I AM an Australian who has been living in the Philippines for two years, and I found Ceres Doyo’s Nov. 25 column, titled “10 things that make PH ugly,” very interesting.
I am here running a 700-seat call center, but I have done my fair share of travelling and writing in the past about some 45-plus countries. I have the following commentary on the Philippines:
• Doyo’s points are very valid and the 10 points are things that need to be addressed but are not enough to deter the right people from visiting this largely untapped country.
• From an outsider’s perspective, the beaches of Palawan, Bohol and Boracay are world-class, without the hordes of people and the littering and saturation of competing hotels.
• Your nation isn’t defined by what you have or what’s wrong, but by the spirit of the people who live here. I know it sounds odd, but “Ondoy” was one of the most amazing things I’ve ever witnessed.

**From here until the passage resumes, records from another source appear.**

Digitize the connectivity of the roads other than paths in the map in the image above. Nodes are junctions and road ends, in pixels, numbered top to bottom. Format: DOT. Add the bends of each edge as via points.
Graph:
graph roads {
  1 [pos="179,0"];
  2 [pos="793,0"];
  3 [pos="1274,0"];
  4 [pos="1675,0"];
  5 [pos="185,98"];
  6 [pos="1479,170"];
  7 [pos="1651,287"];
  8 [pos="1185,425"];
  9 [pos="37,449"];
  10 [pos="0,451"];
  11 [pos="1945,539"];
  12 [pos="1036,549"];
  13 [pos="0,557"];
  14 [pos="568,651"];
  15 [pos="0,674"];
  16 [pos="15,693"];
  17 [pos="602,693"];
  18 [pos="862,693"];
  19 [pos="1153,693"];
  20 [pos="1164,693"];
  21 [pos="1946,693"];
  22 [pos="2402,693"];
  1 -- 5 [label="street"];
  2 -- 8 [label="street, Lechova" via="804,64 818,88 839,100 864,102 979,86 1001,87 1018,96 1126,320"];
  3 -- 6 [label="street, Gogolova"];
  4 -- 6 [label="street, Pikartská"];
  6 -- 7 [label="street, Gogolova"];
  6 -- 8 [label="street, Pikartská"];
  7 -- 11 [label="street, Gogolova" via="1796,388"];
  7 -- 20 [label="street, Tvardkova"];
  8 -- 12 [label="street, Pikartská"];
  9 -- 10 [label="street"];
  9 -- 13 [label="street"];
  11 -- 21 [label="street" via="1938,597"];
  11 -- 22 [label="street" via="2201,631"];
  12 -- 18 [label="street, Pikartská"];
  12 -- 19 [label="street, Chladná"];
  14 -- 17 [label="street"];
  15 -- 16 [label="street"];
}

The spirit, the courage and the willingness of Filipinos to unite and rebuild were truly one of the most amazing experiences I have ever had the pleasure of experiencing.

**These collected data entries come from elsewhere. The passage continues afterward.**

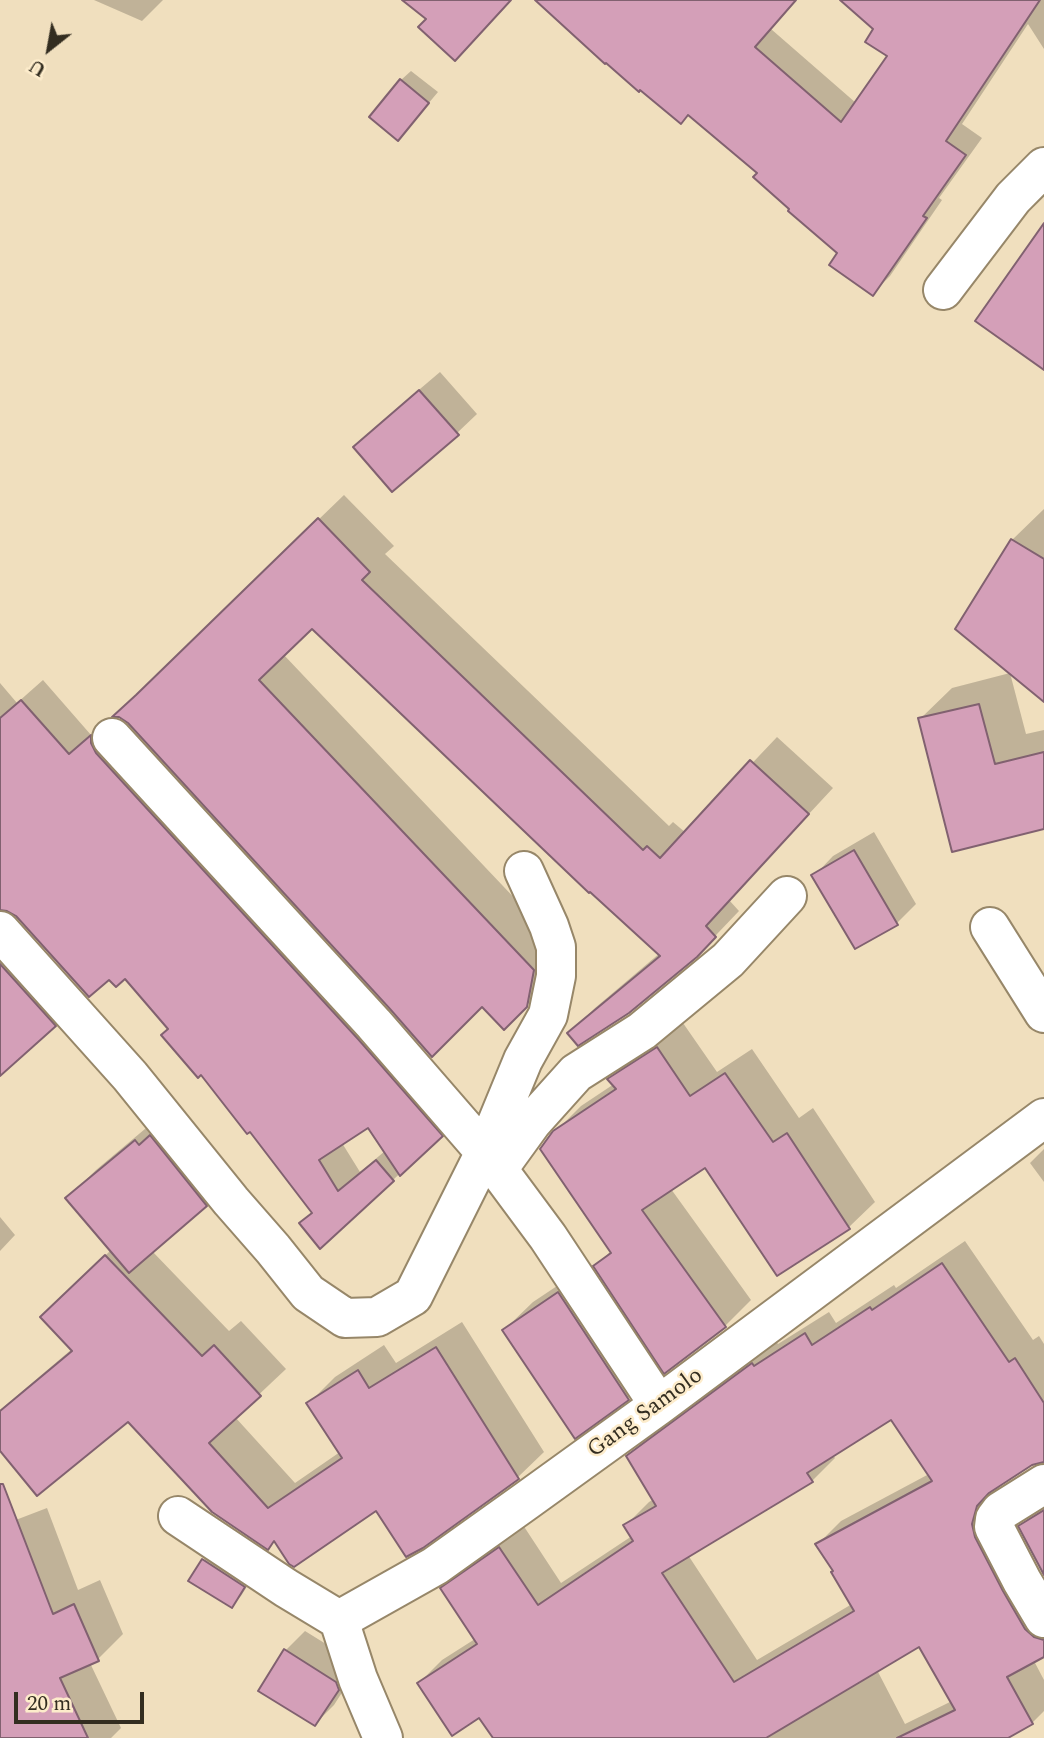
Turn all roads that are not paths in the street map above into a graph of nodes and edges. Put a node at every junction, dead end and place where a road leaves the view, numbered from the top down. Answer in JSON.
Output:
{"nodes":[{"id":1,"x":1044,"y":167,"type":"edge"},
{"id":2,"x":943,"y":290,"type":"dead end"},
{"id":3,"x":112,"y":738,"type":"dead end"},
{"id":4,"x":524,"y":871,"type":"dead end"},
{"id":5,"x":787,"y":896,"type":"dead end"},
{"id":6,"x":990,"y":927,"type":"dead end"},
{"id":7,"x":0,"y":931,"type":"edge"},
{"id":8,"x":1044,"y":1013,"type":"edge"},
{"id":9,"x":1044,"y":1118,"type":"edge"},
{"id":10,"x":492,"y":1161,"type":"junction"},
{"id":11,"x":659,"y":1405,"type":"junction"},
{"id":12,"x":1044,"y":1484,"type":"edge"},
{"id":13,"x":178,"y":1517,"type":"dead end"},
{"id":14,"x":1044,"y":1618,"type":"edge"},
{"id":15,"x":339,"y":1620,"type":"junction"},
{"id":16,"x":383,"y":1738,"type":"edge"}],
"edges":[{"from":1,"to":2,"type":"street"},
{"from":3,"to":10,"type":"street"},
{"from":4,"to":10,"type":"street"},
{"from":5,"to":10,"type":"street"},
{"from":6,"to":8,"type":"street"},
{"from":7,"to":10,"type":"street"},
{"from":9,"to":11,"type":"street","name":"Gang Samolo"},
{"from":10,"to":11,"type":"street"},
{"from":11,"to":15,"type":"street","name":"Gang Samolo"},
{"from":12,"to":14,"type":"street"},
{"from":13,"to":15,"type":"street"},
{"from":15,"to":16,"type":"street"}]}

• People do walk away from the Philippines thinking of Manila as unclean and crowded with bad traffic, etc., but they still love its charm. One thing that’s hard to realize unless you’ve seen the Philippines from afar is that we in the western world are brought up thinking of the Philippines as a “sponsor child nation,” as a “Community Aid Abroad nation,” and we don’t realize what the country has to offer. It’s easy to change people’s perceptions if you market this wonderful country the right way.
• Your country (outside of Manila) has such rare unspoilt beauty and is a land rich in natural wonders. Your slogan should be “Philippines: ‘Live it, love it.’”

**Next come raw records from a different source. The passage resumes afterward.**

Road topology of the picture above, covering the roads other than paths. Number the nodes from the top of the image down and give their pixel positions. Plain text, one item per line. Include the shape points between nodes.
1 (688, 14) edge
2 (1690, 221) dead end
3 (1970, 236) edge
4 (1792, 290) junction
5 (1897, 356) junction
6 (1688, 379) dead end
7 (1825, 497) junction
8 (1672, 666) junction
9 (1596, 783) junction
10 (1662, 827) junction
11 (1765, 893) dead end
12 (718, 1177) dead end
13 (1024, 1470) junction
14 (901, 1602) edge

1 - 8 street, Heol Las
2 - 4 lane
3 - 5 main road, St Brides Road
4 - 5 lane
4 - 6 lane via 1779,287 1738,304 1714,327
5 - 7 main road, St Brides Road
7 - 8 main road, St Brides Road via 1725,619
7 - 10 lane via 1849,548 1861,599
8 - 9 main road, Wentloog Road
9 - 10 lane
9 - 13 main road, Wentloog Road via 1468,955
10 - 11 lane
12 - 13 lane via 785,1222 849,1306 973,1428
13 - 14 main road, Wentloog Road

• I will leave your country very soon as my work here ends, but your country will never leave me. You need to concentrate on the draw cards, not the deterrents because they are far outweighed.
• When comparing somewhere like France to the Philippines, you could say that France charges $9 for a coffee, its accommodation cost is prohibitive, its public transport system is unaffordable for the people it is designed to transport, and the population is largely against tourism. But instead they say Paris is “the city of love.” Millions visit France each year because of word-of-mouth and great advertising. It’s an expensive and rich country, but this doesn’t stop people from going there. Why? Because people want to feel and live the countries they visit. You couldn’t feel or live a country more than this one.